### Dataset records
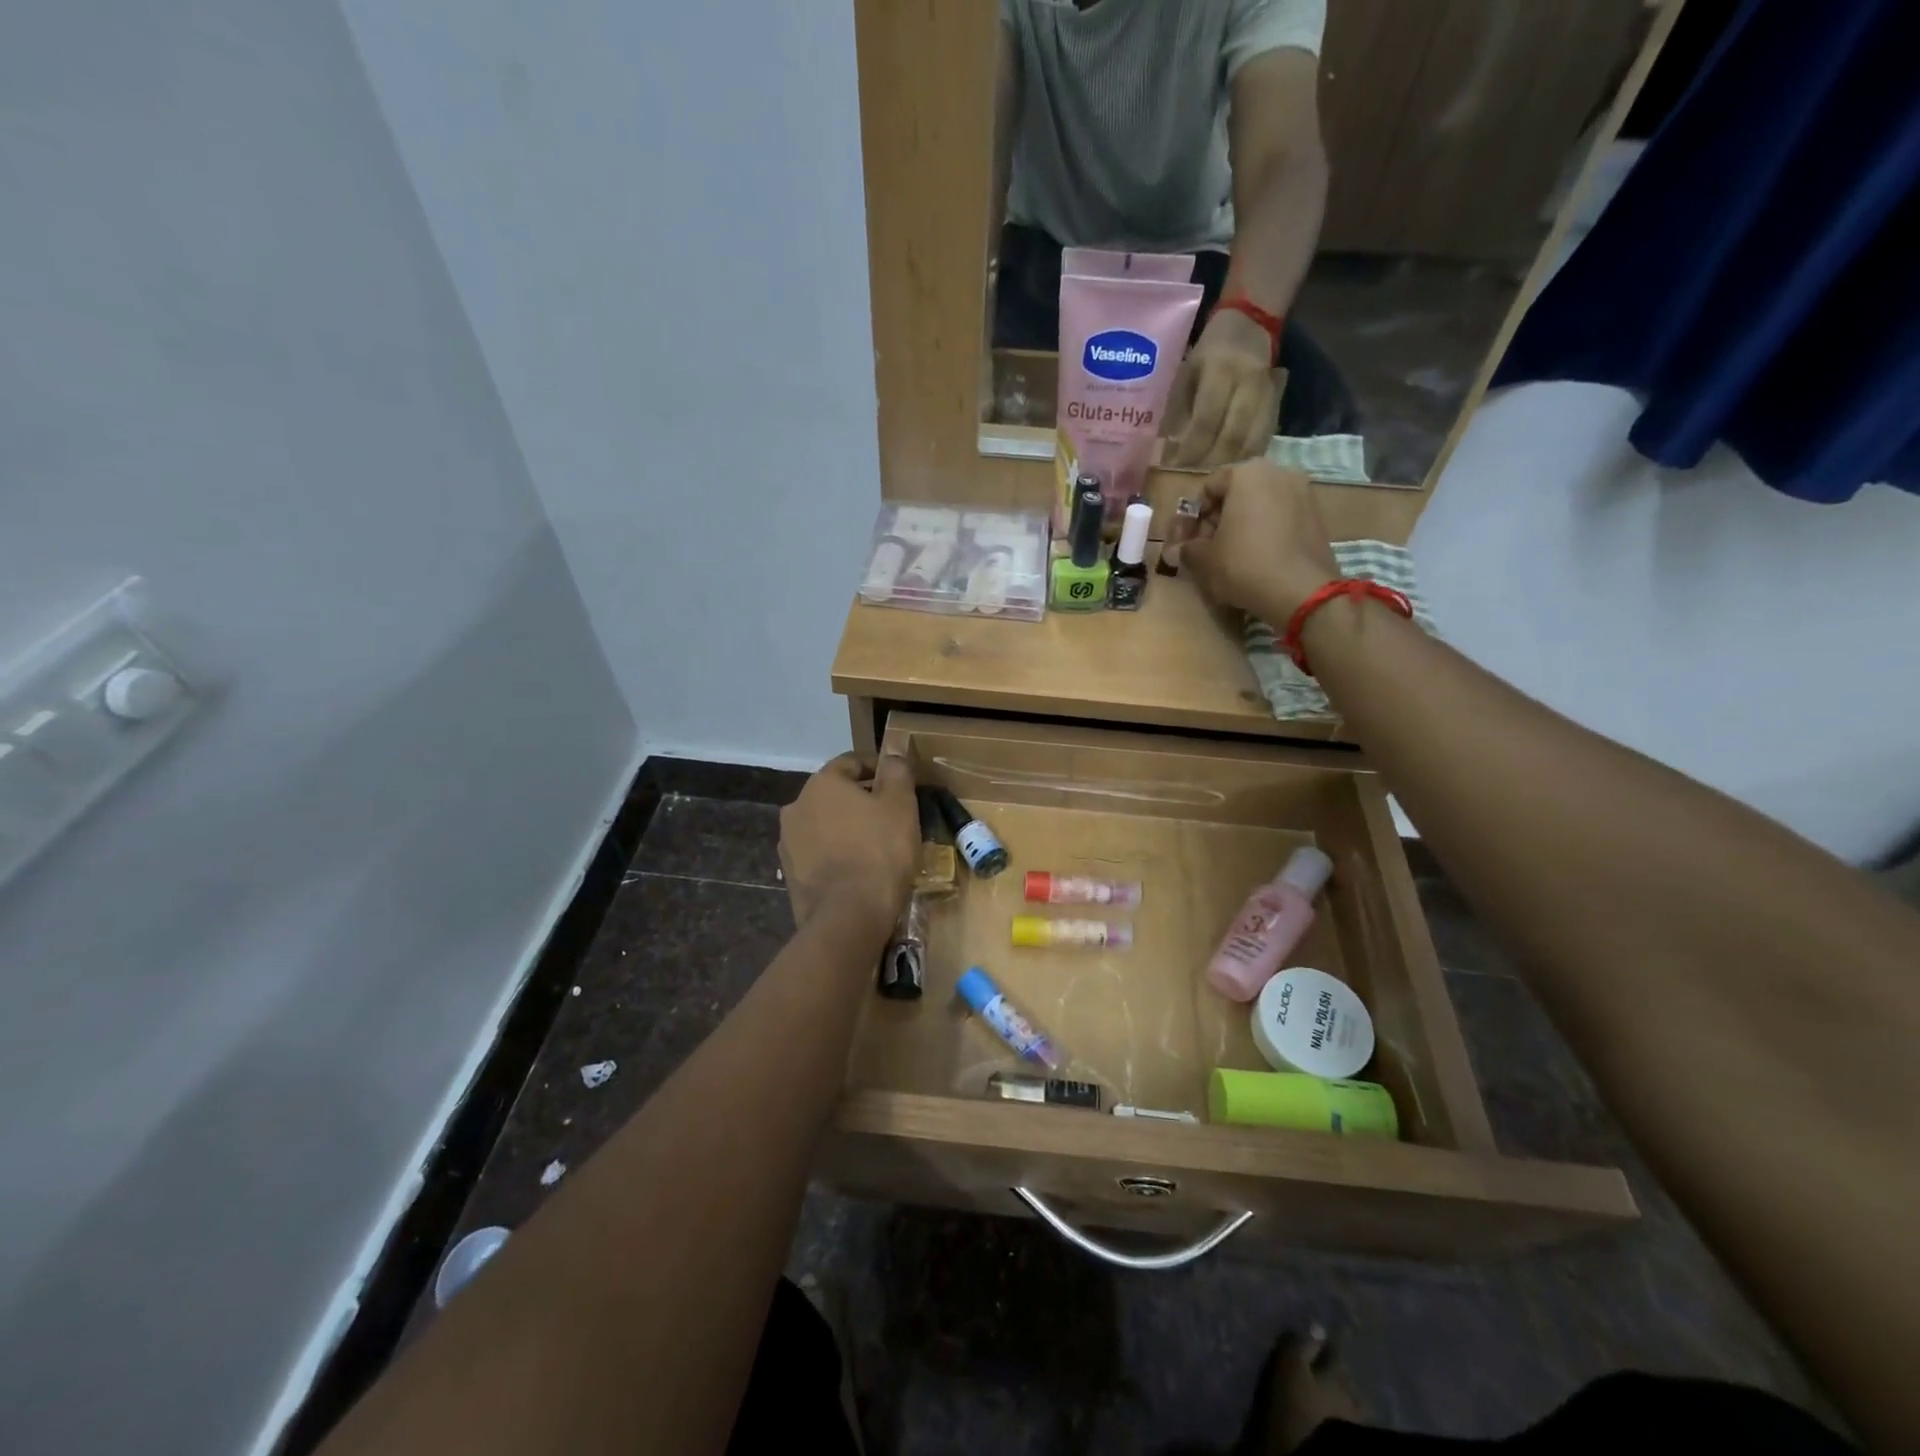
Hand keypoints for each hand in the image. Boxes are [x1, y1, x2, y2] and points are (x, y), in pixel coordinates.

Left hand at [779, 753, 918, 930]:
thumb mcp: (900, 805)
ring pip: (826, 825)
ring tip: (877, 846)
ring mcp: (788, 843)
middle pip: (836, 794)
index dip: (880, 769)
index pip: (852, 763)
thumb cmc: (880, 851)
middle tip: (893, 817)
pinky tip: (859, 870)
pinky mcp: (790, 874)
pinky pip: (819, 854)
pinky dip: (838, 854)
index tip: (901, 783)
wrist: (848, 916)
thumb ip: (897, 772)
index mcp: (821, 783)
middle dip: (863, 801)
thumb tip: (894, 752)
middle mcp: (796, 806)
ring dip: (848, 828)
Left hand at [1164, 309, 1277, 467]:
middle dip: (1210, 462)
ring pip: (1253, 440)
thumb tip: (1167, 451)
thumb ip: (1178, 411)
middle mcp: (1247, 382)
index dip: (1191, 449)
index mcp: (1220, 371)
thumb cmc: (1207, 353)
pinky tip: (1232, 468)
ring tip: (1211, 479)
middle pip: (1232, 436)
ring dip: (1230, 464)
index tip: (1175, 468)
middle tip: (1193, 480)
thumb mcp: (1186, 374)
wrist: (1250, 324)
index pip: (1206, 420)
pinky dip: (1247, 457)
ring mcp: (1267, 393)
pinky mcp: (1278, 402)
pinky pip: (1265, 437)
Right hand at [1180, 460, 1338, 623]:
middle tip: (1207, 549)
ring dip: (1241, 526)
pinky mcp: (1316, 515)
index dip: (1192, 516)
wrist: (1300, 590)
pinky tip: (1256, 558)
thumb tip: (1177, 550)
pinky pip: (1280, 518)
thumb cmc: (1243, 564)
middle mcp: (1278, 472)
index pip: (1208, 488)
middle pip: (1236, 494)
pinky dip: (1264, 532)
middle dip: (1218, 519)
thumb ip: (1187, 549)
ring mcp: (1303, 492)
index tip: (1187, 541)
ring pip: (1259, 506)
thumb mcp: (1204, 559)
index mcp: (1247, 473)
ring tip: (1231, 556)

### Task requirements
Output exactly, and only, the lines running from the one that contains "pinky tip: (859, 870)" through the last line of the entries above.

### Task result
pinky tip: (859, 870)
pinky mcp: (790, 874)
pinky pip: (819, 854)
pinky dip: (838, 854)
index tip: (901, 783)
wrist: (848, 916)
thumb ip: (897, 772)
index mcp: (821, 783)
middle dip: (863, 801)
thumb tip: (894, 752)
middle mcp: (796, 806)
ring dip: (848, 828)
Left hand at [1164, 309, 1277, 467]:
middle dip: (1210, 462)
ring pip: (1253, 440)
thumb tip: (1167, 451)
thumb ip: (1178, 411)
middle mcp: (1247, 382)
index dip: (1191, 449)
index mcp: (1220, 371)
thumb cmc: (1207, 353)
pinky tip: (1232, 468)
ring tip: (1211, 479)
middle pip: (1232, 436)
ring dip: (1230, 464)
index tip: (1175, 468)
middle tip: (1193, 480)
thumb mcp: (1186, 374)
wrist: (1250, 324)
index pip: (1206, 420)
pinky dip: (1247, 457)
ring mcp: (1267, 393)
pinky mcp: (1278, 402)
pinky pip: (1265, 437)
Right hand at [1180, 460, 1338, 623]:
middle tip: (1207, 549)
ring dip: (1241, 526)
pinky mcp: (1316, 515)
index dip: (1192, 516)
wrist: (1300, 590)
pinky tip: (1256, 558)
thumb tip: (1177, 550)
pinky pip: (1280, 518)
thumb cmc: (1243, 564)
middle mcp: (1278, 472)
index pip: (1208, 488)
middle pip: (1236, 494)
pinky dip: (1264, 532)
middle dip: (1218, 519)
thumb ip: (1187, 549)
ring mcp: (1303, 492)
index tip: (1187, 541)
ring pip: (1259, 506)
thumb mcp: (1204, 559)
index mcp: (1247, 473)
ring tip: (1231, 556)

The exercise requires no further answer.